Aku benar-benar terkejut mendengar pengakuan seseorang di balik telfon itu. Suara itu benar-benar tak sing di telingaku, namun untuk apa dia kembali ?
Aku tahu ini adalah dosa terbesar yang telah aku lakukakan. Aku telah menjadi seorang istri yang telah menodai kasih dalam keluarga. Padahal aku telah memiliki suami yang jelas-jelas begitu mencintaiku, dan bahkan aku memiliki dua orang anak yang sangat aku cintai. Namun, masa lalu benar-benar mampu menggodaku. Iya, masa lalu.
Orang itu, datang padaku ketika aku telah bahagia dengan sebuah keluarga. Orang itu, datang padaku membawa beribu kenangan yang masih selalu melekat dalam benakku. Dan orang itu, datang padaku membawa cinta yang penuh warna, seperti warna pelangi yang kelabu.
Keluargaku tak lagi harmonis. Aku sangat jarang untuk berada di rumah mengurusi suami, dan kedua anakku. Jikalau pun aku pulang, aku hanya menjadi penyebab pertengkaran. Suamiku yang pendiam, selalu kalah dalam setiap pertengakaran. Dan anak-anakku selalu menjadi saksi ketika kami sedang terlibat pertengkaran.
Aku sangat tak tahan berada di rumah, aku selalu ingin dia. Dia yang sebenarnya penyebab retaknya hubungan rumah tanggaku. Dia adalah Aldo.
Aku menjalin hubungan terlarang dengan Aldo. Suamiku, Fadli tak tahu jika aku sedang bermain dengan seorang laki-laki di belakanya. Hampir 4 tahun, aku menjalin hubungan terlarang dengan Aldo. Dan telah beberapa kali aku meminta agar suamiku menceraikanku, namun, suamiku masih tetap mempertahankan rumah tangga kami. Anak-anakku benar-benar sudah terlihat dewasa ketika kedua orang tuanya sedang terlibat pertengkaran. Miris sebenarnya namun, masa lalu telah membuat mata hatiku tertutup. Hingga suatu hari, suamiku menangkap basah ketika aku sedang berdua dengan Aldo di sebuah pusat perbelanjaan. Suamiku, benar-benar marah besar. Aku benar-benar terkejut, aku fikir suamiku tak dapat melakukan hal seperti ini, namun ternyata, dia benar-benar mampu membuatku sangat takut.

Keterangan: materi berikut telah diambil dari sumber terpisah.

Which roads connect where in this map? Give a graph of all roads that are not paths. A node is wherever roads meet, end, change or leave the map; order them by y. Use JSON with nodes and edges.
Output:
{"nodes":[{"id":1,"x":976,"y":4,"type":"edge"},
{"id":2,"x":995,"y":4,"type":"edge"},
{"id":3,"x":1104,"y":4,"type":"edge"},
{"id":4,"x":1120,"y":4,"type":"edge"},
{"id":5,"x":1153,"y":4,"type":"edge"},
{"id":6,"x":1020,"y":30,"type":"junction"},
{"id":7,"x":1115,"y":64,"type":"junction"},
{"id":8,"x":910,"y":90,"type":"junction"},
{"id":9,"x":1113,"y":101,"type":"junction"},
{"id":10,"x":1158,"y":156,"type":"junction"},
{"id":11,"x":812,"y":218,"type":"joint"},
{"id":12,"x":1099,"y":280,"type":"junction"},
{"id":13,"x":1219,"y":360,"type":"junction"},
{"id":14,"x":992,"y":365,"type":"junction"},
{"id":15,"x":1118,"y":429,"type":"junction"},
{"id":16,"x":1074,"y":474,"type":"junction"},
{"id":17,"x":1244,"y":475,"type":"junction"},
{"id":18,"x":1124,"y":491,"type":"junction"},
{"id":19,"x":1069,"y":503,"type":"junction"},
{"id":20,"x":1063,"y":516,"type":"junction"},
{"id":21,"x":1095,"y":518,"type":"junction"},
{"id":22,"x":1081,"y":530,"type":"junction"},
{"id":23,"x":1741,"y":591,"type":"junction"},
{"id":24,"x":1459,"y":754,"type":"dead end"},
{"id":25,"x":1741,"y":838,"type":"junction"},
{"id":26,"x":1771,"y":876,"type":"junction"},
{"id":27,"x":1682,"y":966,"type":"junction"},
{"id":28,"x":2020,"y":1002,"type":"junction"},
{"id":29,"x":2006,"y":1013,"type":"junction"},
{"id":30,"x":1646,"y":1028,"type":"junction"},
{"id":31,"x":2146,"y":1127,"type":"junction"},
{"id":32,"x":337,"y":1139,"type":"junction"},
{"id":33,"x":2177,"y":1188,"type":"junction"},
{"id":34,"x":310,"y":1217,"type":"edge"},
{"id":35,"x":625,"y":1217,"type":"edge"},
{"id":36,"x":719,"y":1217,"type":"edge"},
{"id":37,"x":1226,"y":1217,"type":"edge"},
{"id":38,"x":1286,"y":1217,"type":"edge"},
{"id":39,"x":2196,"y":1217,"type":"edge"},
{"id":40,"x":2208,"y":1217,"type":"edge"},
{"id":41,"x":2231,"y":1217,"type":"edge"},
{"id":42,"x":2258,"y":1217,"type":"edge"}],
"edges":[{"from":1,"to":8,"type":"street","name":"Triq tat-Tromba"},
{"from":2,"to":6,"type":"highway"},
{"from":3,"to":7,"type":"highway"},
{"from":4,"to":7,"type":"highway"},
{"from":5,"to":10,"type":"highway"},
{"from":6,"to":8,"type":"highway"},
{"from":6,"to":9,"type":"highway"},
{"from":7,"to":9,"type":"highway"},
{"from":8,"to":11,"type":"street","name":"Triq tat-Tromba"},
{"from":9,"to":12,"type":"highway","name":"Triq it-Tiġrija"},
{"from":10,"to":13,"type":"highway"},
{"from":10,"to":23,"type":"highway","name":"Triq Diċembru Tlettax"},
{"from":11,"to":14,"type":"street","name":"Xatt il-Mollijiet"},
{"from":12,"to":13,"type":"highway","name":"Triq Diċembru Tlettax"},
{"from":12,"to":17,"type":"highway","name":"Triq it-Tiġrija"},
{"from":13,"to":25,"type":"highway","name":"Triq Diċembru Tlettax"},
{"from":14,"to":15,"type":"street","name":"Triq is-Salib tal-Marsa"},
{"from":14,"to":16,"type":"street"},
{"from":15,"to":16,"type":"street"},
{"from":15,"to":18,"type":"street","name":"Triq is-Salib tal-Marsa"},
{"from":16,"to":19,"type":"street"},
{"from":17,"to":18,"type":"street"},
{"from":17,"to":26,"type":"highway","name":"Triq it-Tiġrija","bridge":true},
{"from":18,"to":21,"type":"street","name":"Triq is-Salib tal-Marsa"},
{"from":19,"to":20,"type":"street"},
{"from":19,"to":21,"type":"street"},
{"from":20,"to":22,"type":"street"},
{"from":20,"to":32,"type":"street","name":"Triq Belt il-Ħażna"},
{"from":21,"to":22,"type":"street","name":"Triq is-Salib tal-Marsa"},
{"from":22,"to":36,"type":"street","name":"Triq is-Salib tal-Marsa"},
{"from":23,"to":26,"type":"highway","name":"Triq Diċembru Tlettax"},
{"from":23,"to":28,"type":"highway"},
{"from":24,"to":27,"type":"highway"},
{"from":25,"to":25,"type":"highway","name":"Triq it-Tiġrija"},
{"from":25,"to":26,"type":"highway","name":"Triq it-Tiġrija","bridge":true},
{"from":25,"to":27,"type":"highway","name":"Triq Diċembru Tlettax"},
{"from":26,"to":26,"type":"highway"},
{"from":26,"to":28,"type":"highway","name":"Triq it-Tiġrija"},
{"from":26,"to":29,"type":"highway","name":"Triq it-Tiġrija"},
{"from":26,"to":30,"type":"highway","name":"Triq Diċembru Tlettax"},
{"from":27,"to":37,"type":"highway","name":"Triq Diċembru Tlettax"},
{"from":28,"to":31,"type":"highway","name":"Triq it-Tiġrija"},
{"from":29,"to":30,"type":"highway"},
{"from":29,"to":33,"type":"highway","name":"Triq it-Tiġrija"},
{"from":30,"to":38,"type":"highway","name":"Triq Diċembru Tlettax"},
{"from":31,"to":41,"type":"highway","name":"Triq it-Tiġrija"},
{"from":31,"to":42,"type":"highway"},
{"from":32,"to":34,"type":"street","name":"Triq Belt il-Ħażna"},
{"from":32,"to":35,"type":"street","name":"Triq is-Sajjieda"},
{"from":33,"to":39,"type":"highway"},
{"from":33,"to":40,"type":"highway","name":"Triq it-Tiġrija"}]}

Malam itu suasana di rumah benar-benar memanas, anak-anakku benar-benar sudah mengetahui apa yang harus mereka lakukan, mereka mengunci pintu dan lebih memilih untuk tidur. Sementara, suamiku benar-benar marah besar. Dia mengatakan jika dia merasa telah dikhianati. Aku menangis dengan keras, aku yakin para tetangga yang sudah sering mendengar kami bertengkar ikut terkejut karena kini suamikulah yang sangat jelas terdengar membentakku. Namun, malam itulah yang membuat aku benar-benar sadar, jika aku telah salah selama empat tahun ini. Aku benar-benar telah menyia-nyiakan keluarga yang begitu sangat mencintaiku demi masa lalu yang menyesatkan. Malam itu, aku benar-benar di buat sadar, aku bersujud di bawah kaki suamiku meminta ampun. Awalnya dia benar-benar tak memperdulikanku, namun akhirnya dia memelukku dan berkata “aku melakukan ini, karena aku sayang padamu dan kedua anak-anak kita. Aku mohon, tinggalkan masa lalumu demi aku dan anak-anak kita” aku benar-benar tak mampu menahan air mata, aku memeluk suamiku lebih erat “aku menyayangi kalian, maafkan aku”.